* [EXERCISE DESCRIPTION]: Write out every entry exactly as given, but omit the pictures.

....

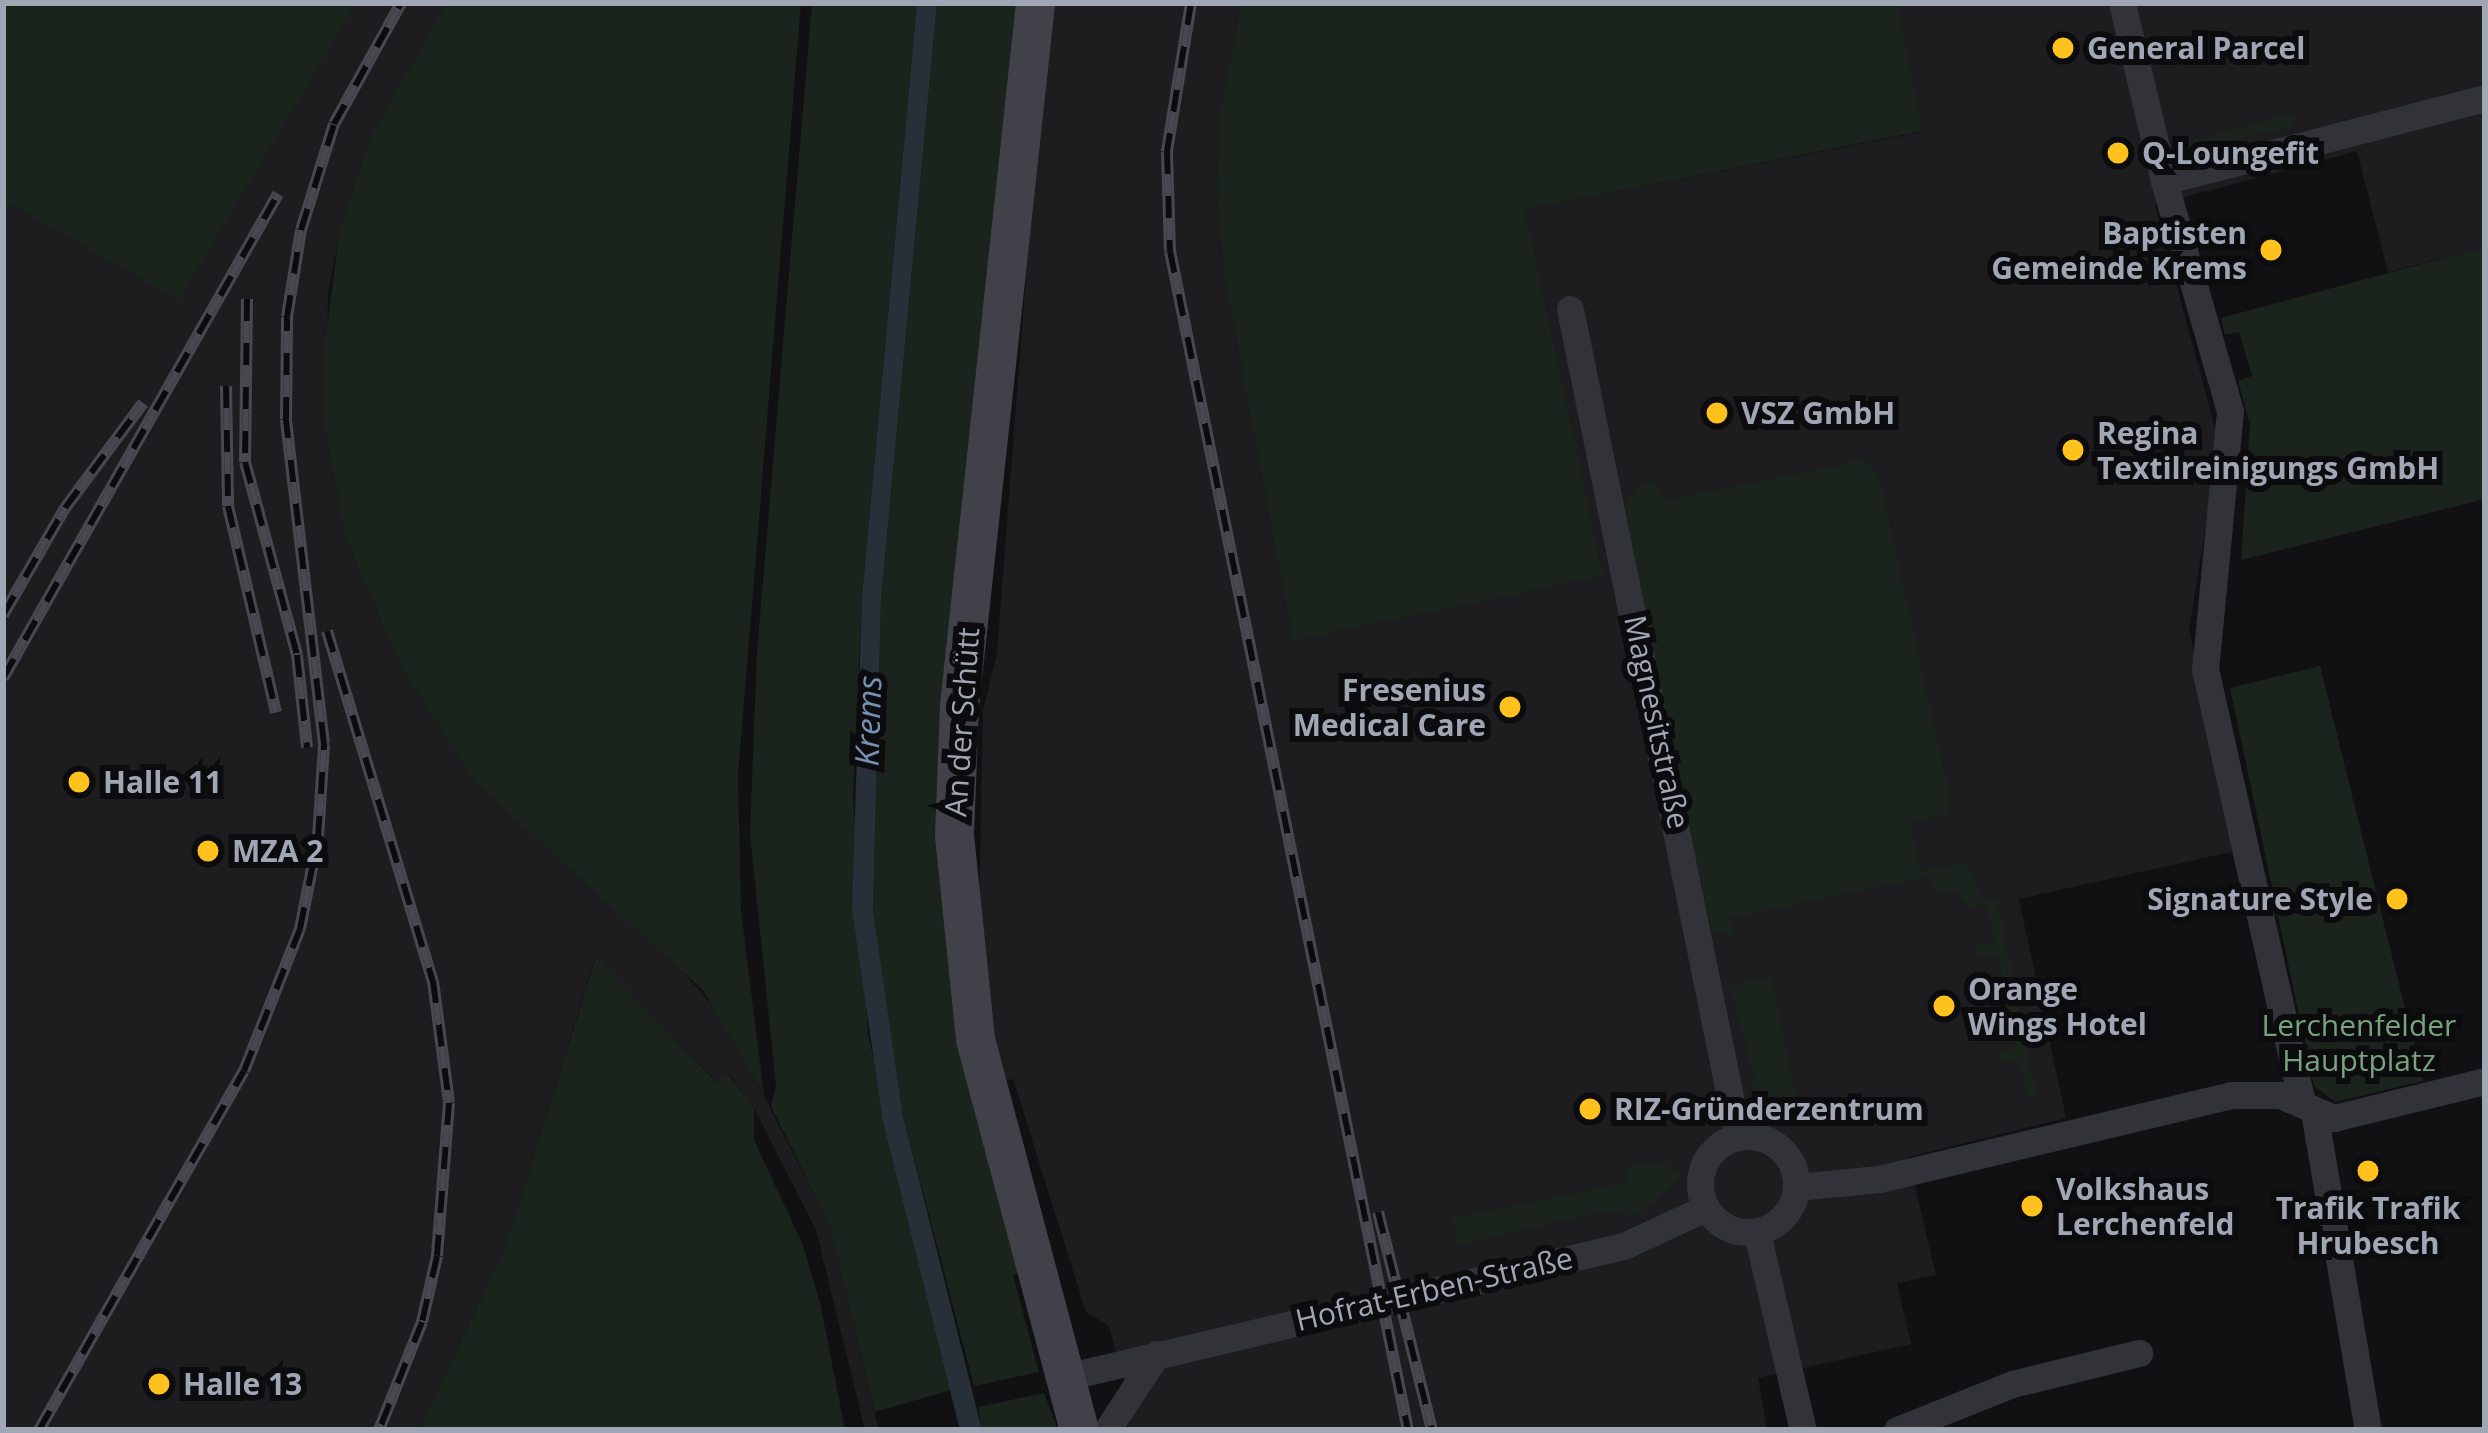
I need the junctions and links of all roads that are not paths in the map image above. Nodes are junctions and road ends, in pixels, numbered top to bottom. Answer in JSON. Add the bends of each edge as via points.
{"nodes":[{"id":1,"x":1035,"y":3,"type":"edge"},
{"id":2,"x":2122,"y":3,"type":"edge"},
{"id":3,"x":2485,"y":98,"type":"edge"},
{"id":4,"x":2164,"y":181,"type":"junction"},
{"id":5,"x":1570,"y":309,"type":"dead end"},
{"id":6,"x":2485,"y":1081,"type":"edge"},
{"id":7,"x":2308,"y":1108,"type":"junction"},
{"id":8,"x":1738,"y":1136,"type":"junction"},
{"id":9,"x":1797,"y":1187,"type":"junction"},
{"id":10,"x":1705,"y":1208,"type":"junction"},
{"id":11,"x":1757,"y":1233,"type":"junction"},
{"id":12,"x":2139,"y":1353,"type":"dead end"},
{"id":13,"x":1156,"y":1354,"type":"junction"},
{"id":14,"x":1070,"y":1376,"type":"junction"},
{"id":15,"x":1078,"y":1430,"type":"edge"},
{"id":16,"x":1107,"y":1430,"type":"edge"},
{"id":17,"x":1803,"y":1430,"type":"edge"},
{"id":18,"x":1897,"y":1430,"type":"edge"},
{"id":19,"x":2368,"y":1430,"type":"edge"}],
"edges":[{"from":1,"to":14,"type":"street","name":"An der Schütt","via":[[1008,309],[959,705],[954,835],[974,1039]]},
{"from":2,"to":4,"type":"street"},
{"from":3,"to":4,"type":"street"},
{"from":4,"to":7,"type":"street","via":[[2230,411],[2205,669]]},
{"from":5,"to":8,"type":"street","name":"Magnesitstraße"},
{"from":6,"to":7,"type":"street","via":[[2334,1118]]},
{"from":7,"to":9,"type":"street","via":[[2256,1091],[1879,1179]]},
{"from":7,"to":19,"type":"street"},
{"from":8,"to":9,"type":"street","via":[[1780,1148]]},
{"from":8,"to":10,"type":"street","via":[[1703,1166]]},
{"from":9,"to":11,"type":"street","via":[[1777,1224]]},
{"from":10,"to":11,"type":"street","via":[[1718,1224]]},
{"from":10,"to":13,"type":"street","name":"Hofrat-Erben-Straße","via":[[1624,1246]]},
{"from":11,"to":17,"type":"street"},
{"from":12,"to":18,"type":"street","via":[[2012,1384]]},
{"from":13,"to":14,"type":"street","name":"Hofrat-Erben-Straße"},
{"from":13,"to":16,"type":"street"},
{"from":14,"to":15,"type":"street","name":"An der Schütt"}]}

....

* [RESPONSE]:
I need the junctions and links of all roads that are not paths in the map image above. Nodes are junctions and road ends, in pixels, numbered top to bottom. Answer in JSON. Add the bends of each edge as via points.
{"nodes":[{"id":1,"x":1035,"y":3,"type":"edge"},
{"id":2,"x":2122,"y":3,"type":"edge"},
{"id":3,"x":2485,"y":98,"type":"edge"},
{"id":4,"x":2164,"y":181,"type":"junction"},
{"id":5,"x":1570,"y":309,"type":"dead end"},
{"id":6,"x":2485,"y":1081,"type":"edge"},
{"id":7,"x":2308,"y":1108,"type":"junction"},
{"id":8,"x":1738,"y":1136,"type":"junction"},
{"id":9,"x":1797,"y":1187,"type":"junction"},
{"id":10,"x":1705,"y":1208,"type":"junction"},
{"id":11,"x":1757,"y":1233,"type":"junction"},
{"id":12,"x":2139,"y":1353,"type":"dead end"},
{"id":13,"x":1156,"y":1354,"type":"junction"},
{"id":14,"x":1070,"y":1376,"type":"junction"},
{"id":15,"x":1078,"y":1430,"type":"edge"},
{"id":16,"x":1107,"y":1430,"type":"edge"},
{"id":17,"x":1803,"y":1430,"type":"edge"},
{"id":18,"x":1897,"y":1430,"type":"edge"},
{"id":19,"x":2368,"y":1430,"type":"edge"}],
"edges":[{"from":1,"to":14,"type":"street","name":"An der Schütt","via":[[1008,309],[959,705],[954,835],[974,1039]]},
{"from":2,"to":4,"type":"street"},
{"from":3,"to":4,"type":"street"},
{"from":4,"to":7,"type":"street","via":[[2230,411],[2205,669]]},
{"from":5,"to":8,"type":"street","name":"Magnesitstraße"},
{"from":6,"to":7,"type":"street","via":[[2334,1118]]},
{"from":7,"to":9,"type":"street","via":[[2256,1091],[1879,1179]]},
{"from":7,"to":19,"type":"street"},
{"from":8,"to":9,"type":"street","via":[[1780,1148]]},
{"from":8,"to":10,"type":"street","via":[[1703,1166]]},
{"from":9,"to":11,"type":"street","via":[[1777,1224]]},
{"from":10,"to":11,"type":"street","via":[[1718,1224]]},
{"from":10,"to":13,"type":"street","name":"Hofrat-Erben-Straße","via":[[1624,1246]]},
{"from":11,"to":17,"type":"street"},
{"from":12,"to":18,"type":"street","via":[[2012,1384]]},
{"from":13,"to":14,"type":"street","name":"Hofrat-Erben-Straße"},
{"from":13,"to":16,"type":"street"},
{"from":14,"to":15,"type":"street","name":"An der Schütt"}]}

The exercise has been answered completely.